## Task description
The answer should be one number: the count of lines in the listing below with "topology" in them.
------------------------------------------------
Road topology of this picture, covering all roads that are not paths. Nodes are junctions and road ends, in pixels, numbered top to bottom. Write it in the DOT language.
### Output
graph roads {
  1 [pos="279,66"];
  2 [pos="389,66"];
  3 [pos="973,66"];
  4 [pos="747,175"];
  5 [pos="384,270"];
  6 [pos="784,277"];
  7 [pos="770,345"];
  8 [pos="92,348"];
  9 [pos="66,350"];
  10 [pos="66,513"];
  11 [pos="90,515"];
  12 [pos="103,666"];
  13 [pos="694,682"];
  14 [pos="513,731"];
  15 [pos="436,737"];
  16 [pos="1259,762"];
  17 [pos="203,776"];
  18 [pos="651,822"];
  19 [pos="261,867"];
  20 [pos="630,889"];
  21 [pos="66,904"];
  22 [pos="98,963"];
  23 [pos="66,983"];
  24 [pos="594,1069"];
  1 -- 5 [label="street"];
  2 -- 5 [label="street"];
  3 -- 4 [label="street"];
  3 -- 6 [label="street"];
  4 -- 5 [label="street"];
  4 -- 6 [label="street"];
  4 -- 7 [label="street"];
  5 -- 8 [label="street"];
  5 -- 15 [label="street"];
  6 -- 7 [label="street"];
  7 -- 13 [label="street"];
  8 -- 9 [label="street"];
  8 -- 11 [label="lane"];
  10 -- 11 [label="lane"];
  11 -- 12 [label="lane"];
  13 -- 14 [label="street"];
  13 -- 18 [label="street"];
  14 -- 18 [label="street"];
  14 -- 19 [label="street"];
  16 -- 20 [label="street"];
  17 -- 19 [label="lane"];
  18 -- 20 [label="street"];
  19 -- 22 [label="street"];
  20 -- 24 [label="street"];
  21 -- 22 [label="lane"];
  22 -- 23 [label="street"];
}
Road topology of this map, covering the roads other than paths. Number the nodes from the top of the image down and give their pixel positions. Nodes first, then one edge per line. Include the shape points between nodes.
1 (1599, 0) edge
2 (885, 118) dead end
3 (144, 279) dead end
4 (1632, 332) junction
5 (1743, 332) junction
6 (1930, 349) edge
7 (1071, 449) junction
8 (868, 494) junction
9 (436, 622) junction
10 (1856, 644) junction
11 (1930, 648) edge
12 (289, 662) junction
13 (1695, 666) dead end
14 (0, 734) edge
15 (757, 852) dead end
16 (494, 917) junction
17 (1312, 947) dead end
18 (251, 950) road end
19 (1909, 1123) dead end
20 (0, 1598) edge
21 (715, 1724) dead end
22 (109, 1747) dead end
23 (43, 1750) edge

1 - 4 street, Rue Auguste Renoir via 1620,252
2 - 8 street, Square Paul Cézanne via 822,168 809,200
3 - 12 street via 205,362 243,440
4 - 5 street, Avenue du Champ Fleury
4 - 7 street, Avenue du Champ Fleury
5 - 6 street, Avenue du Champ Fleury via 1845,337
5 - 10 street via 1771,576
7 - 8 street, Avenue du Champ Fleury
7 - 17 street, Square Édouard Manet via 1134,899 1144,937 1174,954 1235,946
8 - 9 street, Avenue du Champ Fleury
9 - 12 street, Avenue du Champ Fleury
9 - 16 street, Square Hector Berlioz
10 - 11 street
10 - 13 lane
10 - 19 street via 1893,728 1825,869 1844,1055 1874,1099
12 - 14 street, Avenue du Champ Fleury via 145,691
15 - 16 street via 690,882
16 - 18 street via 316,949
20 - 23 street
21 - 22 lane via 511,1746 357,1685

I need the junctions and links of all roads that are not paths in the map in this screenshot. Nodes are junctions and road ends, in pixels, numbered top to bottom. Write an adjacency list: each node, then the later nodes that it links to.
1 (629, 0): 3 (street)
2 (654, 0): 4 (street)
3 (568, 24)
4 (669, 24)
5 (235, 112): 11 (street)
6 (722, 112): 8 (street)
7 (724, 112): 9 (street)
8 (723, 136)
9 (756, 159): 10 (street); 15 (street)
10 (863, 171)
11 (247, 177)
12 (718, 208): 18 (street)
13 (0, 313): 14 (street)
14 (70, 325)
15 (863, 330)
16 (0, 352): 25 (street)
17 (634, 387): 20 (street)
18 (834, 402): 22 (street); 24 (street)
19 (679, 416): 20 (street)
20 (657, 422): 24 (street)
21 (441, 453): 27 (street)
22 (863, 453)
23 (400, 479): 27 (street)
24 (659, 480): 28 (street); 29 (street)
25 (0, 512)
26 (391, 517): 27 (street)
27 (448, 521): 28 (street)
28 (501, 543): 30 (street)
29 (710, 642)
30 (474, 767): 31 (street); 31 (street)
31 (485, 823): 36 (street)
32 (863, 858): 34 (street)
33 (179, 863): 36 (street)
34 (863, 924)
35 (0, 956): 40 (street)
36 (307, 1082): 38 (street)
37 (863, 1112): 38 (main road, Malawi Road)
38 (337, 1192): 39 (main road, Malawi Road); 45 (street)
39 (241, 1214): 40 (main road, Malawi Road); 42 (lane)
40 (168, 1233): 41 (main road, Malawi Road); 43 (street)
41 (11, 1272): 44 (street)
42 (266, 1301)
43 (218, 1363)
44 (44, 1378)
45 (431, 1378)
------------------------------------------------
## Completed exercise
2